What is needed:
Scan the lines below for the word "highway". Copy each line you find it in.

*** Opening of Records supplied ***

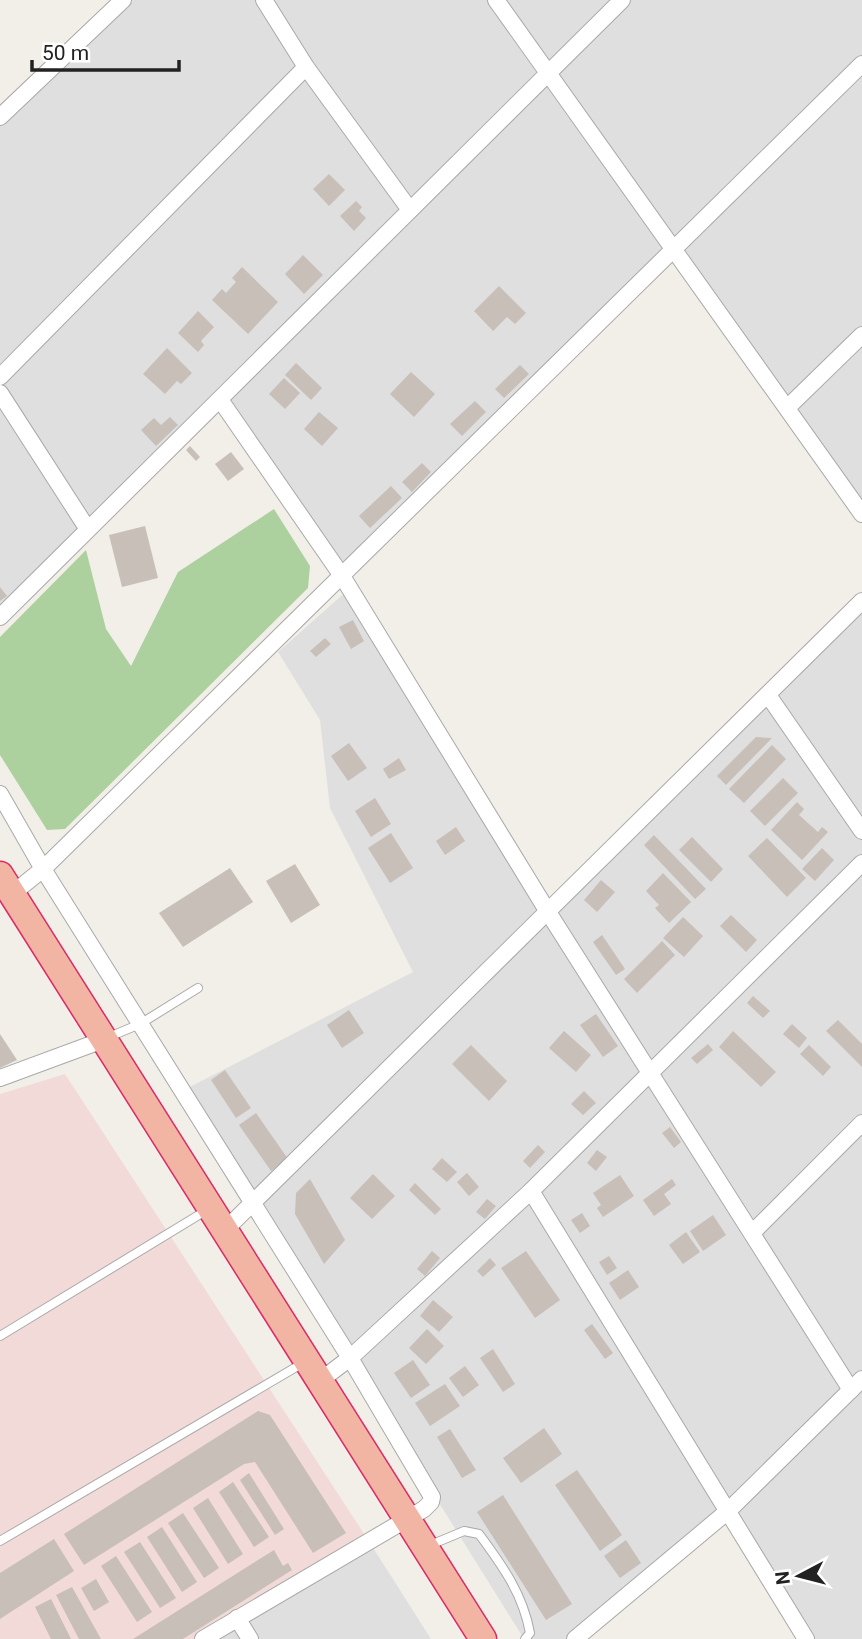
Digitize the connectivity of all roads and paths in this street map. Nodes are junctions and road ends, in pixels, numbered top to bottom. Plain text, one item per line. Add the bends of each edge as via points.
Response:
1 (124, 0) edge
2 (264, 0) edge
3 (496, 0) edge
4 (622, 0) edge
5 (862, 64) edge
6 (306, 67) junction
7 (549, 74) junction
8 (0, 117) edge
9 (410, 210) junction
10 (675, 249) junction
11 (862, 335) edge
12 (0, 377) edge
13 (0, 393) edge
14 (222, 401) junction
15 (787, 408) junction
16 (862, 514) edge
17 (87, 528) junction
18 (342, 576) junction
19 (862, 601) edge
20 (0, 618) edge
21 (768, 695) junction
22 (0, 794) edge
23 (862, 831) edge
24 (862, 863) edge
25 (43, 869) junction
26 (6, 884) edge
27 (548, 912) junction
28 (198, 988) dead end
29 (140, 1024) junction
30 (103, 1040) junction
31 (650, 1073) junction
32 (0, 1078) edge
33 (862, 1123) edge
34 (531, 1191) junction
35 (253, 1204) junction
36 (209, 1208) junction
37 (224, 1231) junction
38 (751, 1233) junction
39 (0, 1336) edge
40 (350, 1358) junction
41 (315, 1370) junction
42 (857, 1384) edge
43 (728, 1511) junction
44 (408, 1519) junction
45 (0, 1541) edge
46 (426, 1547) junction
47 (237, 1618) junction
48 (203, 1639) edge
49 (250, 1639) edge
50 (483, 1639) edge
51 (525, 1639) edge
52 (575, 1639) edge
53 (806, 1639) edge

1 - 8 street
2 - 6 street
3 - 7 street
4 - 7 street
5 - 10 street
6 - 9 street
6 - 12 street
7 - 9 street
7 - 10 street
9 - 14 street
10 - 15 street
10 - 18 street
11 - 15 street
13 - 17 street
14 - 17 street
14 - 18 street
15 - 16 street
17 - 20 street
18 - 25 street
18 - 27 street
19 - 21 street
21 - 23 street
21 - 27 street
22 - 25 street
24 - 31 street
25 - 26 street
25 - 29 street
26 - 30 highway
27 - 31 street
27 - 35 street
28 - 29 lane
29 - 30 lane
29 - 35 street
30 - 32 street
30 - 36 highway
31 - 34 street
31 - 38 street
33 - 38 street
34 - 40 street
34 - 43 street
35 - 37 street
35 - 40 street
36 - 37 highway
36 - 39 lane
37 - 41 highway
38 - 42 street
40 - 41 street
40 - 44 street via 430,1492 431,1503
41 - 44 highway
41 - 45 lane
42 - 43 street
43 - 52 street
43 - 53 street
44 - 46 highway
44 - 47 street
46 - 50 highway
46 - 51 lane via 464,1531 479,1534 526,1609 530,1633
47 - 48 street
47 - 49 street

*** Close of Records supplied ***

Answer area:
26 - 30 highway
30 - 36 highway
36 - 37 highway
37 - 41 highway
41 - 44 highway
44 - 46 highway
46 - 50 highway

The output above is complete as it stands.